As researchers attempt to make the most of their available opportunities and resources in a time of almost unprecedented uncertainty, we hope that universities and departments will consider how disruptive the COVID-19 pandemic has been for researchers who must visit the field. For example, some students drafted a prospectus for their dissertation that now is almost impossible to complete. This has forced them to either abandon or dramatically rethink their research agenda, the effects of which might linger for years—even after the current upheaval has subsided. Senior scholars should keep this in mind when evaluating applicant files not only now but also in the future.

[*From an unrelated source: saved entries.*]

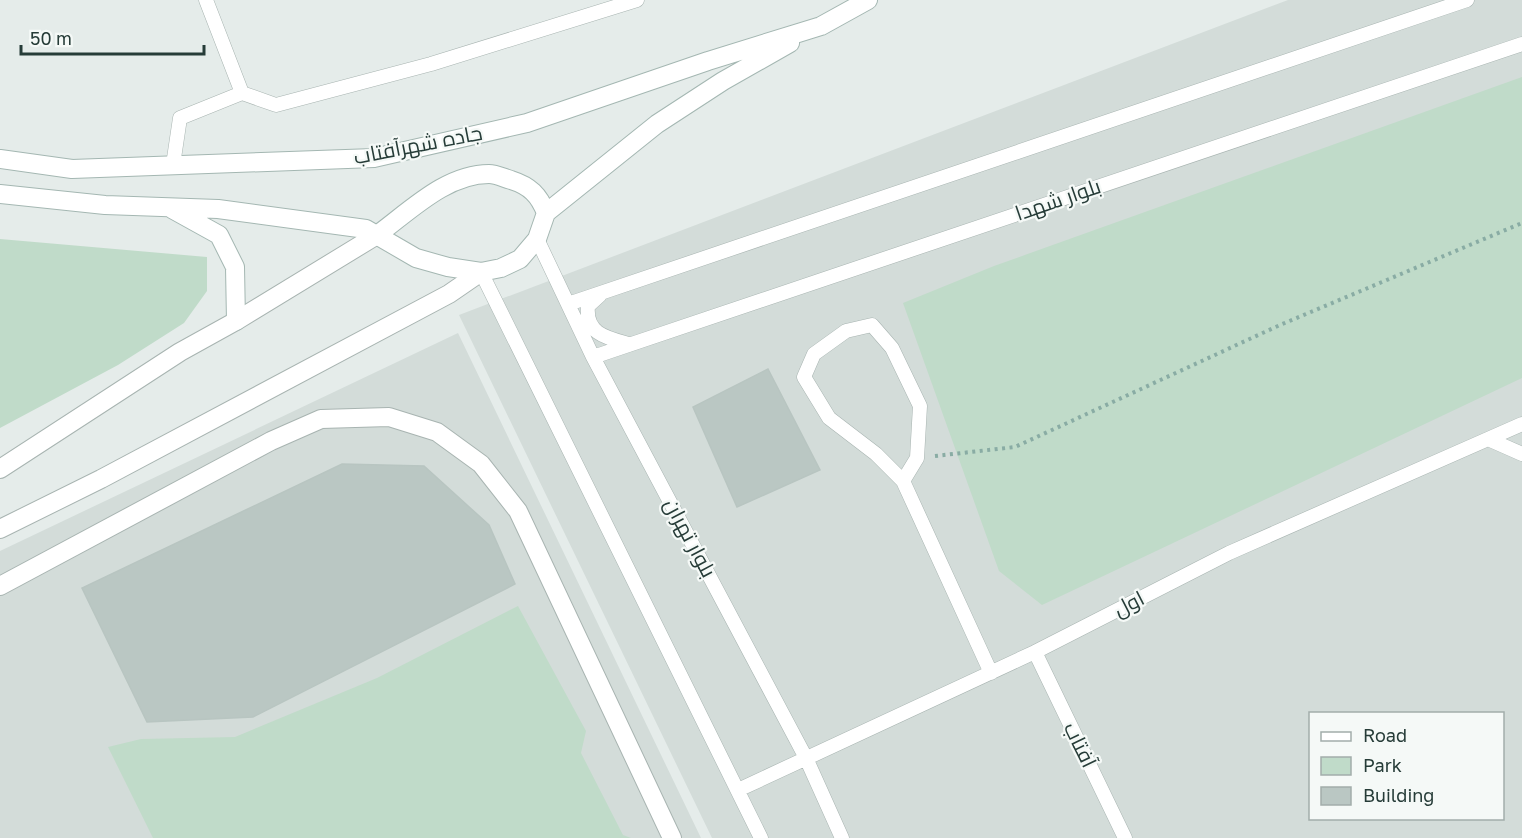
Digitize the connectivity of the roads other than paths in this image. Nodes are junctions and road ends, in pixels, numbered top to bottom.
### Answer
1 (206, 0) edge
2 (637, 0) edge
3 (868, 0) edge
4 (1467, 0) edge
5 (821, 26) junction
6 (1522, 44) edge
7 (242, 93) junction
8 (0, 159) edge
9 (173, 165) junction
10 (0, 194) edge
11 (168, 207) junction
12 (546, 213) junction
13 (377, 235) junction
14 (537, 239) junction
15 (482, 272) junction
16 (604, 292) junction
17 (568, 304) junction
18 (237, 321) junction
19 (630, 344) junction
20 (593, 357) junction
21 (1522, 424) edge
22 (1488, 439) junction
23 (1522, 454) edge
24 (0, 469) edge
25 (903, 481) junction
26 (0, 529) edge
27 (0, 586) edge
28 (1035, 652) junction
29 (991, 673) junction
30 (806, 758) junction
31 (738, 790) junction
32 (672, 838) edge
33 (760, 838) edge
34 (842, 838) edge
35 (1125, 838) edge

1 - 7 lane
2 - 7 lane
3 - 5 main road, جاده شهرآفتاب
4 - 16 lane
5 - 9 main road, جاده شهرآفتاب
5 - 12 main road, جاده شهرآفتاب
6 - 19 lane, بلوار شهدا
7 - 9 lane
8 - 9 main road, جاده شهرآفتاب
10 - 11 main road
11 - 13 main road
11 - 18 main road
12 - 13 main road
12 - 14 main road
13 - 15 main road
13 - 18 main road
14 - 15 main road
14 - 17 lane, بلوار تهران
15 - 26 main road
15 - 31 lane
16 - 17 lane
16 - 19 lane
17 - 20 lane, بلوار تهران
18 - 24 main road
19 - 20 lane, بلوار شهدا
20 - 30 lane, بلوار تهران
21 - 22 lane, اول
22 - 23 lane
22 - 28 lane, اول
25 - 25 lane
25 - 29 lane
27 - 32 main road
28 - 29 lane, اول
28 - 35 lane, آفتاب
29 - 30 lane, اول
30 - 31 lane, اول
30 - 34 lane, بلوار تهران
31 - 33 lane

More generally, we urge senior scholars, departmental officers, and university administrators to reconsider the expectations that they normally bring to fieldwork. Although we maintain that there are ways to continue fieldwork during the pandemic, many of them require doing so virtually—often at a great distance. This practical constraint conflicts with norms about how long researchers—particularly graduate students—should be in the field. As Irgil et al. (Reference Irgil, Kreft, Lee, Willis and Zvobgo2021, 1499–500) noted, the political science disciplinary norm, particularly for comparativists, is from several months to a year in the field. Given the ongoing nature of the global pandemic, the likelihood that future pandemics also might disrupt work, and the abundant evidence that some institutions provide better support structures for fieldwork than others, we believe that area experts increasingly should accept—and even embrace—the value of virtual fieldwork. Doing so would provide junior researchers who are struggling through this crisis an on-ramp into the community. It also would democratize the study of distant countries and regions that addresses enduring issues related to diversity, equity, and inclusion within those area studies and the discipline.
Supplementary Materials
To view supplementary material for this article, please visit http://doi.org/10.1017/S1049096522000932.
CONFLICTS OF INTEREST
The authors declare that there are no ethical issues or conflicts of interest in this research.